Nico Emonds

Personal information
- Born: 4 April 1961 (age 63) Hasselt, Belgium

Team information
- Discipline: Road
- Role: Rider

Professional teams
- 1983: Jacky Aernoudt–Rossin–Campagnolo
- 1984: Teka
- 1985: Fagor
- 1986–1988: Kwantum–Decosol–Yoko
- 1989–1990: Teka
- 1991: CLAS–Cajastur
- 1992: Mercatone Uno–Medeghini–Zucchini
- 1993: Willy Naessens
- 1994: Mapei–CLAS
- 1995–1996: S.E.F.B.–Espace Card

Major wins
- Grand Tours Vuelta a España 1 individual stage (1990) Stage races Tour of Belgium (1986)

= Nico Emonds =

Belgian cyclist

Nico Emonds (born 4 April 1961) is a Belgian former professional racing cyclist.

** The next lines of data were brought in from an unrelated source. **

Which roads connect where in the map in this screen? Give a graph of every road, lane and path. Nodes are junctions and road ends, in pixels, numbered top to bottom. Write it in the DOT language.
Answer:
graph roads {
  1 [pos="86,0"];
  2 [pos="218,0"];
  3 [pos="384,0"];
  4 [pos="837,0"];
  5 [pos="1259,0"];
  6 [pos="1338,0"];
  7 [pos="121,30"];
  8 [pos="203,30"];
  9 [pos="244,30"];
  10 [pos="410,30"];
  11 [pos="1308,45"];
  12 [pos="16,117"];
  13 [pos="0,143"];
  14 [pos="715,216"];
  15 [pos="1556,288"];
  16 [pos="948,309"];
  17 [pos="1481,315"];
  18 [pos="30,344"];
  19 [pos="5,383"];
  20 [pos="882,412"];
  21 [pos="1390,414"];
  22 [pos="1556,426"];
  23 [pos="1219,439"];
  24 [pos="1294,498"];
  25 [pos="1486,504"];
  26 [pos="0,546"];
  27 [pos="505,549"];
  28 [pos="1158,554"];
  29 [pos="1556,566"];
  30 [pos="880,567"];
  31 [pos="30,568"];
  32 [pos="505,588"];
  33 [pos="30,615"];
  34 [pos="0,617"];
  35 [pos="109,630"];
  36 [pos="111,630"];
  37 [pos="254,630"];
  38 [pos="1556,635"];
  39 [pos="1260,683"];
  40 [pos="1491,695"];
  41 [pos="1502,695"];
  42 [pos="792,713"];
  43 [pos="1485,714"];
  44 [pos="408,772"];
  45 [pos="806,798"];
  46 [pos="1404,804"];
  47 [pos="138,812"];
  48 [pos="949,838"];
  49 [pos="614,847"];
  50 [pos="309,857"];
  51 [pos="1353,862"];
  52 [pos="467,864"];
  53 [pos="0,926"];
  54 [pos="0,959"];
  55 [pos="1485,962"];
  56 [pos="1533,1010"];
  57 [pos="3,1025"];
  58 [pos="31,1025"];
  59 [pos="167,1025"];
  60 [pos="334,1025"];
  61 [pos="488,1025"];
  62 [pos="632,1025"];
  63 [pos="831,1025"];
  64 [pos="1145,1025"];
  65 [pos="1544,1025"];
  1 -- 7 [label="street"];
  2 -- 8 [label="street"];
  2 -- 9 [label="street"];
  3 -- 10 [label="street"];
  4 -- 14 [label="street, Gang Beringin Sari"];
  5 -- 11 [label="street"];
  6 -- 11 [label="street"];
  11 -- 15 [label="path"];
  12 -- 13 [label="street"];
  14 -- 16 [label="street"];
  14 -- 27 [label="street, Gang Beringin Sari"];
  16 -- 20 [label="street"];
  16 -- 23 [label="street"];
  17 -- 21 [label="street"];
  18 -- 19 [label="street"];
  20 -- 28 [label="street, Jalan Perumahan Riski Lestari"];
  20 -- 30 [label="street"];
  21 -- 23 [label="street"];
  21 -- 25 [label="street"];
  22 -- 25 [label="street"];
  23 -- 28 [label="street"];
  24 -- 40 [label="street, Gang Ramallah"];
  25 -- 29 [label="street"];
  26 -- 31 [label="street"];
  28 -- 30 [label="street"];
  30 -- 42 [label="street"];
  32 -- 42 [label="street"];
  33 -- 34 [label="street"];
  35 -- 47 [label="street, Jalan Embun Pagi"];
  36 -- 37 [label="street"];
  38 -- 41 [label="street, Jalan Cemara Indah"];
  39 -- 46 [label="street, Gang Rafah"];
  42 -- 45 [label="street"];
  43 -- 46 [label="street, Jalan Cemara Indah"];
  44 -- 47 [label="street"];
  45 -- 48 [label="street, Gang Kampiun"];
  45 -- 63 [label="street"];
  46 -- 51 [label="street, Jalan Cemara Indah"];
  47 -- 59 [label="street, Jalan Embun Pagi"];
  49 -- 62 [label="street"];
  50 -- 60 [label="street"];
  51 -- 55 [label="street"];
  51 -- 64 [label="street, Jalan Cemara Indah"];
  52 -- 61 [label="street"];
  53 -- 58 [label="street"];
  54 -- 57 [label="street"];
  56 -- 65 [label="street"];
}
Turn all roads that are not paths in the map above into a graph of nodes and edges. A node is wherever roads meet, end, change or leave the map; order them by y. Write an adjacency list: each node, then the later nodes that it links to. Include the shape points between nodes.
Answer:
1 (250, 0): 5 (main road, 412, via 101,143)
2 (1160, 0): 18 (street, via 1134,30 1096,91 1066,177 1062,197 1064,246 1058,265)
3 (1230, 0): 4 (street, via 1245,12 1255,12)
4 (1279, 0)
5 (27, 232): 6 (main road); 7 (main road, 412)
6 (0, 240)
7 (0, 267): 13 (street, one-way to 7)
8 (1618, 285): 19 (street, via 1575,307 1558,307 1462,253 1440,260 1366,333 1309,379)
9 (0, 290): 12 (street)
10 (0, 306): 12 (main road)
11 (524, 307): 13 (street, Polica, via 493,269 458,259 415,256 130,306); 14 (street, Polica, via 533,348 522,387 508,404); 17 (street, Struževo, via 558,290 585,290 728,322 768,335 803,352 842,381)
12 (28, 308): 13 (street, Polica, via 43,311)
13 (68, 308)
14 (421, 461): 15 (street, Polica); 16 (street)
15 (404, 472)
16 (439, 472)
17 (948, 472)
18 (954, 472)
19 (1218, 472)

Professional from 1983 to 1996, he rode in five editions of the Tour de France, four editions of the Vuelta a España and two editions of the Giro d'Italia. he also took 16 professional wins in his career, including a stage of the 1990 Vuelta a España, the 1986 Tour of Belgium, the 1990 Vuelta a Aragón and the 1988 Binche–Tournai–Binche.